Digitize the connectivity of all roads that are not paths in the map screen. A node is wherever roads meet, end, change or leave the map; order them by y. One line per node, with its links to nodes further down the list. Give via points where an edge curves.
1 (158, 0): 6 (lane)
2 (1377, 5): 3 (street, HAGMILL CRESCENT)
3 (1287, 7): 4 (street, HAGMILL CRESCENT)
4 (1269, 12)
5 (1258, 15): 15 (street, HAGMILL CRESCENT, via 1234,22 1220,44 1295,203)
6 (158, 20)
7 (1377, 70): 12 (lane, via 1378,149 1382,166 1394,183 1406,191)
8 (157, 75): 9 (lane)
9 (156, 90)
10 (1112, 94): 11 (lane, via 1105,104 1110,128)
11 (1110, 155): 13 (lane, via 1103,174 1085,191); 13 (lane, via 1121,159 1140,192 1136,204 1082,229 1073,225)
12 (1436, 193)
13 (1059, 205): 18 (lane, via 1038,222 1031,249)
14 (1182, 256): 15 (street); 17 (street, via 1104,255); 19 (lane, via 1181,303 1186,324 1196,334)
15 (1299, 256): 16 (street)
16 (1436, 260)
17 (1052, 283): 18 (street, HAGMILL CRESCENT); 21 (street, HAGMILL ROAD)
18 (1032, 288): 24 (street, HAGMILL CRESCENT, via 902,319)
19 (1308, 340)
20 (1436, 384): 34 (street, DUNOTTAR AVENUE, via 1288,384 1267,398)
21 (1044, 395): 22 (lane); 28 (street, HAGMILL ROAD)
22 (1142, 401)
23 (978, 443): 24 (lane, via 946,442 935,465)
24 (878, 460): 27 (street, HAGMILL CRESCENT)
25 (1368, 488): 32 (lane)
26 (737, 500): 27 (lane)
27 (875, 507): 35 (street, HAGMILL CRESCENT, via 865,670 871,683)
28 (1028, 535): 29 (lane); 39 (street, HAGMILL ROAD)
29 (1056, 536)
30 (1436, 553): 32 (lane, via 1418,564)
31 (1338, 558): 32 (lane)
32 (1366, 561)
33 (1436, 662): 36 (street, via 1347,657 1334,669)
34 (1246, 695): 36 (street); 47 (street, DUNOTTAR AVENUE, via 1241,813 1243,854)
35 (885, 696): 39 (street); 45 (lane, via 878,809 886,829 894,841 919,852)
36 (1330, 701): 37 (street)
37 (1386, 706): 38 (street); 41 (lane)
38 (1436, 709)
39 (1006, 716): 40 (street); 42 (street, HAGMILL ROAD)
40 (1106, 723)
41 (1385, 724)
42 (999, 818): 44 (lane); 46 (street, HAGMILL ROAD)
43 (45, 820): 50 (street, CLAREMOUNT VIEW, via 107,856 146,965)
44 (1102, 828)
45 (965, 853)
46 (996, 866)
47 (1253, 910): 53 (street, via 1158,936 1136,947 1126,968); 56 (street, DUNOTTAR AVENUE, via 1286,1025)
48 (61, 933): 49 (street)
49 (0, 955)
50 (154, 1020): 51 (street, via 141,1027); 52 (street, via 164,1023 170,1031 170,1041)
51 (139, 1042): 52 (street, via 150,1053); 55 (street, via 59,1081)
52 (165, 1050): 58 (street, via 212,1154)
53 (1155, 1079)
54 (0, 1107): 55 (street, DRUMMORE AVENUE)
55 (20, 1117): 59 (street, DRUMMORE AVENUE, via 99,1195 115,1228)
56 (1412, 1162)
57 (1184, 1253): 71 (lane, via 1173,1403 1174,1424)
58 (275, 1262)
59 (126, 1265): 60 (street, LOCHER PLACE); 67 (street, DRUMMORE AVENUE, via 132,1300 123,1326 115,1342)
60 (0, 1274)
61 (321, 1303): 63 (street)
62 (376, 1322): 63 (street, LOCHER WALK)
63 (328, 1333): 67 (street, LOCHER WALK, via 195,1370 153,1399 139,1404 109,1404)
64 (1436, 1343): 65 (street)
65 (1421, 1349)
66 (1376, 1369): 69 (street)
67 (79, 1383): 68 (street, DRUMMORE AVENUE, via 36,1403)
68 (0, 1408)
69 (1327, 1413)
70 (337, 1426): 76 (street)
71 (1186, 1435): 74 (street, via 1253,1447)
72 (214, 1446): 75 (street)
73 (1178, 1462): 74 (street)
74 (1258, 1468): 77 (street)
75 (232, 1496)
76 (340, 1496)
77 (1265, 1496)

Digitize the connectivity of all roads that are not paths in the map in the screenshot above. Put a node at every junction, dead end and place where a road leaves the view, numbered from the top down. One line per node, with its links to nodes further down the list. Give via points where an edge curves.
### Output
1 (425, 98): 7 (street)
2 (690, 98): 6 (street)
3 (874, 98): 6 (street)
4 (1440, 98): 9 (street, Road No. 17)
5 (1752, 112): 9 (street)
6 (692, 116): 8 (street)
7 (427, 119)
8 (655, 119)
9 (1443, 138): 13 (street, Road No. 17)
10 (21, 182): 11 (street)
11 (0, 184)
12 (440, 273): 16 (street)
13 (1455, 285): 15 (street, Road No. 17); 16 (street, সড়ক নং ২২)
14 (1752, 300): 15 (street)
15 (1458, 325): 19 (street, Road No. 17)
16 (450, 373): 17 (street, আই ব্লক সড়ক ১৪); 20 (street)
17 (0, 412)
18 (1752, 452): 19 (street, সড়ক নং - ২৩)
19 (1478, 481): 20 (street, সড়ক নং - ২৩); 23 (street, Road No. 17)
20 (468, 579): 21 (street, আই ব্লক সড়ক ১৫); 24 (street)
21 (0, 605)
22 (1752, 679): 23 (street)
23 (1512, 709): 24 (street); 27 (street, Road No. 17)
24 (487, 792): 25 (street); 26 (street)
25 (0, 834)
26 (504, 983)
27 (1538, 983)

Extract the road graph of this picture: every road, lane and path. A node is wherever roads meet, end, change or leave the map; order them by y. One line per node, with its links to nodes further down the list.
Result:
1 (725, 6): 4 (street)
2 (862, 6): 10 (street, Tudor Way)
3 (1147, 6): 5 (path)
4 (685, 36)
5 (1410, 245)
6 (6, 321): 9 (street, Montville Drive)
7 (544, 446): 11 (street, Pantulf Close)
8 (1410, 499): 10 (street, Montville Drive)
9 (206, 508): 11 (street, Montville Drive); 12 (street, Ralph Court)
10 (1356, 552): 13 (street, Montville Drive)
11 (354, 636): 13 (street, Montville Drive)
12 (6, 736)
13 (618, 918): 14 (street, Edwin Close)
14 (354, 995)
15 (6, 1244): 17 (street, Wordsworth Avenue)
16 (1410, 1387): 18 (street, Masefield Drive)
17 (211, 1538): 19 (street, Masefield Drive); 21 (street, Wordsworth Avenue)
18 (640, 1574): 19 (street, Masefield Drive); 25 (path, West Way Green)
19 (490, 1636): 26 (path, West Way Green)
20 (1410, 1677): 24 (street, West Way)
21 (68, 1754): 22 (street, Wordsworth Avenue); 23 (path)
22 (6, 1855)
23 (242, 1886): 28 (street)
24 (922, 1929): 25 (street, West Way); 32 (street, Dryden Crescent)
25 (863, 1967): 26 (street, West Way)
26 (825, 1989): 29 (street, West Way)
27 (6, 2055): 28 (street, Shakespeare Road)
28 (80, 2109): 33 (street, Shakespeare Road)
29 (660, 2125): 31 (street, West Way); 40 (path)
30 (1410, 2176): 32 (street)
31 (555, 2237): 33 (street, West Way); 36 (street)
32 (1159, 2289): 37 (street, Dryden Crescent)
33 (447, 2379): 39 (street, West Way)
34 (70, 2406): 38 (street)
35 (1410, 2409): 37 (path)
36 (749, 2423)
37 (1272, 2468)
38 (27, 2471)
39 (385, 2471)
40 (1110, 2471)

_ _ _ _ _

▸ What you will do: State how many lines of the entries above include the string "node". The reply is that number alone.

▸ Response area: 3